● **REQUIRED ACTION**: Every line of the data should be written out exactly, with the pictures left out.

● **ENTRIES SHOWN**:

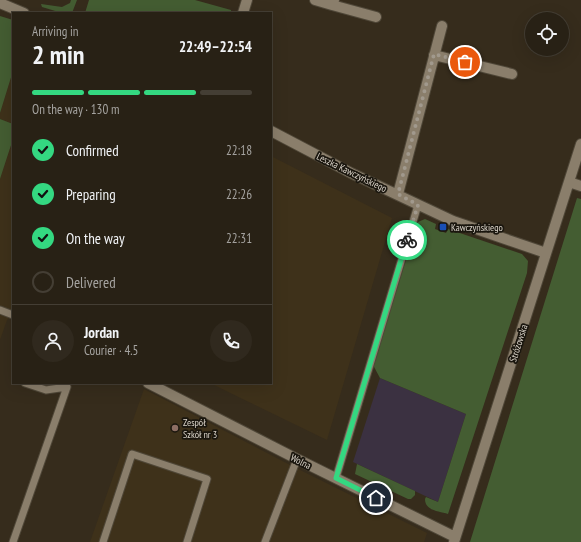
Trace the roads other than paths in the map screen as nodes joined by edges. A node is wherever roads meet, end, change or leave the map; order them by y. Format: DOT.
graph roads {
  1 [pos="247,0"];
  2 [pos="315,0"];
  3 [pos="333,2"];
  4 [pos="0,3"];
  5 [pos="22,12"];
  6 [pos="243,12"];
  7 [pos="376,17"];
  8 [pos="442,26"];
  9 [pos="434,54"];
  10 [pos="512,74"];
  11 [pos="272,132"];
  12 [pos="581,144"];
  13 [pos="569,182"];
  14 [pos="581,186"];
  15 [pos="398,194"];
  16 [pos="418,205"];
  17 [pos="546,253"];
  18 [pos="0,310"];
  19 [pos="12,315"];
  20 [pos="28,384"];
  21 [pos="150,384"];
  22 [pos="68,385"];
  23 [pos="297,459"];
  24 [pos="336,478"];
  25 [pos="455,539"];
  26 [pos="13,542"];
  27 [pos="103,542"];
  28 [pos="187,542"];
  29 [pos="265,542"];
  1 -- 6 [label="street"];
  2 -- 3 [label="street"];
  3 -- 7 [label="street"];
  4 -- 5 [label="street"];
  8 -- 9 [label="street"];
  9 -- 10 [label="street"];
  9 -- 15 [label="street"];
  11 -- 15 [label="street, Leszka Kawczyńskiego"];
  12 -- 13 [label="street, Stróżowska"];
  13 -- 14 [label="street"];
  13 -- 17 [label="street, Stróżowska"];
  15 -- 16 [label="street, Leszka Kawczyńskiego"];
  16 -- 17 [label="street, Leszka Kawczyńskiego"];
  16 -- 24 [label="lane"];
  17 -- 25 [label="street, Stróżowska"];
  18 -- 19 [label="lane"];
  20 -- 22 [label="lane"];
  21 -- 23 [label="street, Wolna"];
  22 -- 26 [label="lane"];
  23 -- 24 [label="street, Wolna"];
  23 -- 29 [label="lane"];
  24 -- 25 [label="street, Wolna"];
  27 -- 28 [label="lane"];
}
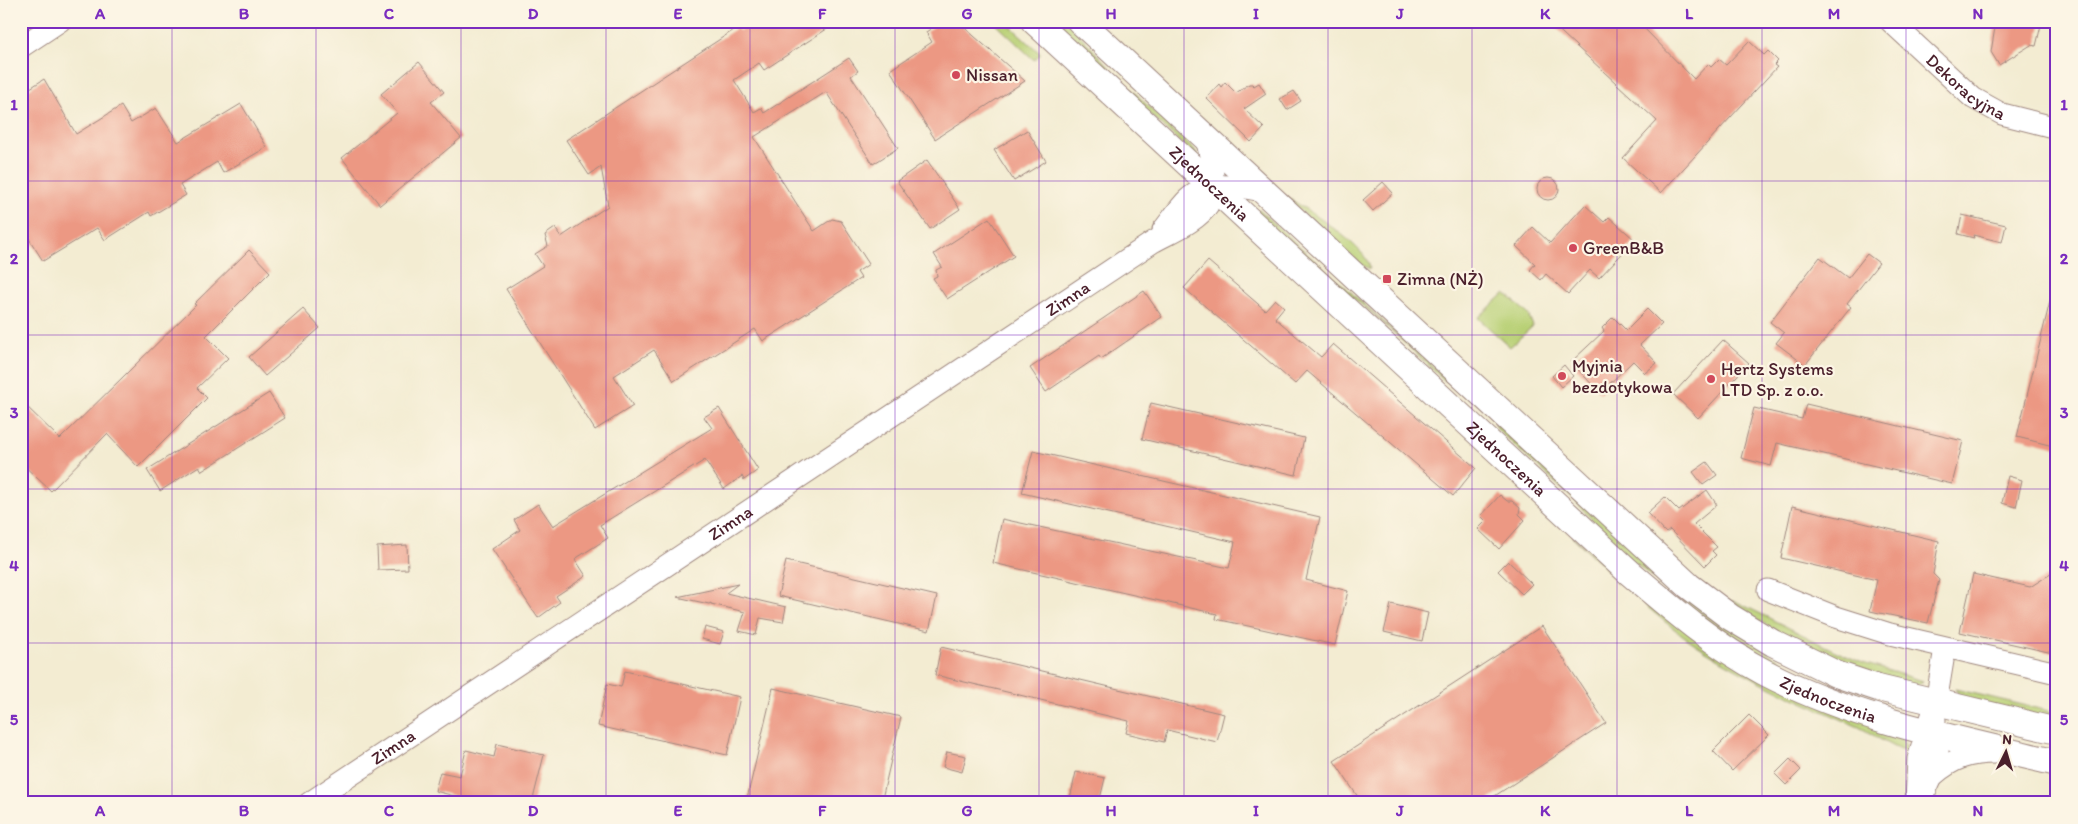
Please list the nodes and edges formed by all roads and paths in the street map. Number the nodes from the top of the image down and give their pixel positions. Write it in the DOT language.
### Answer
graph roads {
  1 [pos="60,21"];
  2 [pos="1034,21"];
  3 [pos="1080,21"];
  4 [pos="1890,21"];
  5 [pos="21,47"];
  6 [pos="2057,128"];
  7 [pos="1205,135"];
  8 [pos="1212,186"];
  9 [pos="1263,191"];
  10 [pos="1768,590"];
  11 [pos="1945,648"];
  12 [pos="2057,673"];
  13 [pos="1930,701"];
  14 [pos="2057,731"];
  15 [pos="1931,732"];
  16 [pos="2016,753"];
  17 [pos="2057,763"];
  18 [pos="1934,775"];
  19 [pos="309,803"];
  20 [pos="1916,803"];
  21 [pos="1920,803"];
  1 -- 5 [label="street"];
  2 -- 8 [label="main road, Zjednoczenia"];
  3 -- 7 [label="main road, Zjednoczenia"];
  4 -- 6 [label="street, Dekoracyjna"];
  7 -- 8 [label="street, Zimna"];
  7 -- 9 [label="main road, Zjednoczenia"];
  8 -- 9 [label="street"];
  8 -- 15 [label="main road, Zjednoczenia"];
  8 -- 19 [label="street, Zimna"];
  9 -- 13 [label="main road, Zjednoczenia"];
  10 -- 11 [label="street"];
  11 -- 12 [label="street"];
  11 -- 13 [label="street"];
  13 -- 14 [label="main road, Zjednoczenia"];
  13 -- 15 [label="street"];
  15 -- 16 [label="main road, Zjednoczenia"];
  15 -- 18 [label="street"];
  15 -- 20 [label="street"];
  16 -- 17 [label="main road, Zjednoczenia"];
  16 -- 18 [label="street"];
  18 -- 21 [label="street"];
}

● **RESULT OF THIS TASK**:
Trace the roads other than paths in the map screen as nodes joined by edges. A node is wherever roads meet, end, change or leave the map; order them by y. Format: DOT.
graph roads {
  1 [pos="247,0"];
  2 [pos="315,0"];
  3 [pos="333,2"];
  4 [pos="0,3"];
  5 [pos="22,12"];
  6 [pos="243,12"];
  7 [pos="376,17"];
  8 [pos="442,26"];
  9 [pos="434,54"];
  10 [pos="512,74"];
  11 [pos="272,132"];
  12 [pos="581,144"];
  13 [pos="569,182"];
  14 [pos="581,186"];
  15 [pos="398,194"];
  16 [pos="418,205"];
  17 [pos="546,253"];
  18 [pos="0,310"];
  19 [pos="12,315"];
  20 [pos="28,384"];
  21 [pos="150,384"];
  22 [pos="68,385"];
  23 [pos="297,459"];
  24 [pos="336,478"];
  25 [pos="455,539"];
  26 [pos="13,542"];
  27 [pos="103,542"];
  28 [pos="187,542"];
  29 [pos="265,542"];
  1 -- 6 [label="street"];
  2 -- 3 [label="street"];
  3 -- 7 [label="street"];
  4 -- 5 [label="street"];
  8 -- 9 [label="street"];
  9 -- 10 [label="street"];
  9 -- 15 [label="street"];
  11 -- 15 [label="street, Leszka Kawczyńskiego"];
  12 -- 13 [label="street, Stróżowska"];
  13 -- 14 [label="street"];
  13 -- 17 [label="street, Stróżowska"];
  15 -- 16 [label="street, Leszka Kawczyńskiego"];
  16 -- 17 [label="street, Leszka Kawczyńskiego"];
  16 -- 24 [label="lane"];
  17 -- 25 [label="street, Stróżowska"];
  18 -- 19 [label="lane"];
  20 -- 22 [label="lane"];
  21 -- 23 [label="street, Wolna"];
  22 -- 26 [label="lane"];
  23 -- 24 [label="street, Wolna"];
  23 -- 29 [label="lane"];
  24 -- 25 [label="street, Wolna"];
  27 -- 28 [label="lane"];
}
Please list the nodes and edges formed by all roads and paths in the street map. Number the nodes from the top of the image down and give their pixel positions. Write it in the DOT language.
### Answer
graph roads {
  1 [pos="60,21"];
  2 [pos="1034,21"];
  3 [pos="1080,21"];
  4 [pos="1890,21"];
  5 [pos="21,47"];
  6 [pos="2057,128"];
  7 [pos="1205,135"];
  8 [pos="1212,186"];
  9 [pos="1263,191"];
  10 [pos="1768,590"];
  11 [pos="1945,648"];
  12 [pos="2057,673"];
  13 [pos="1930,701"];
  14 [pos="2057,731"];
  15 [pos="1931,732"];
  16 [pos="2016,753"];
  17 [pos="2057,763"];
  18 [pos="1934,775"];
  19 [pos="309,803"];
  20 [pos="1916,803"];
  21 [pos="1920,803"];
  1 -- 5 [label="street"];
  2 -- 8 [label="main road, Zjednoczenia"];
  3 -- 7 [label="main road, Zjednoczenia"];
  4 -- 6 [label="street, Dekoracyjna"];
  7 -- 8 [label="street, Zimna"];
  7 -- 9 [label="main road, Zjednoczenia"];
  8 -- 9 [label="street"];
  8 -- 15 [label="main road, Zjednoczenia"];
  8 -- 19 [label="street, Zimna"];
  9 -- 13 [label="main road, Zjednoczenia"];
  10 -- 11 [label="street"];
  11 -- 12 [label="street"];
  11 -- 13 [label="street"];
  13 -- 14 [label="main road, Zjednoczenia"];
  13 -- 15 [label="street"];
  15 -- 16 [label="main road, Zjednoczenia"];
  15 -- 18 [label="street"];
  15 -- 20 [label="street"];
  16 -- 17 [label="main road, Zjednoczenia"];
  16 -- 18 [label="street"];
  18 -- 21 [label="street"];
}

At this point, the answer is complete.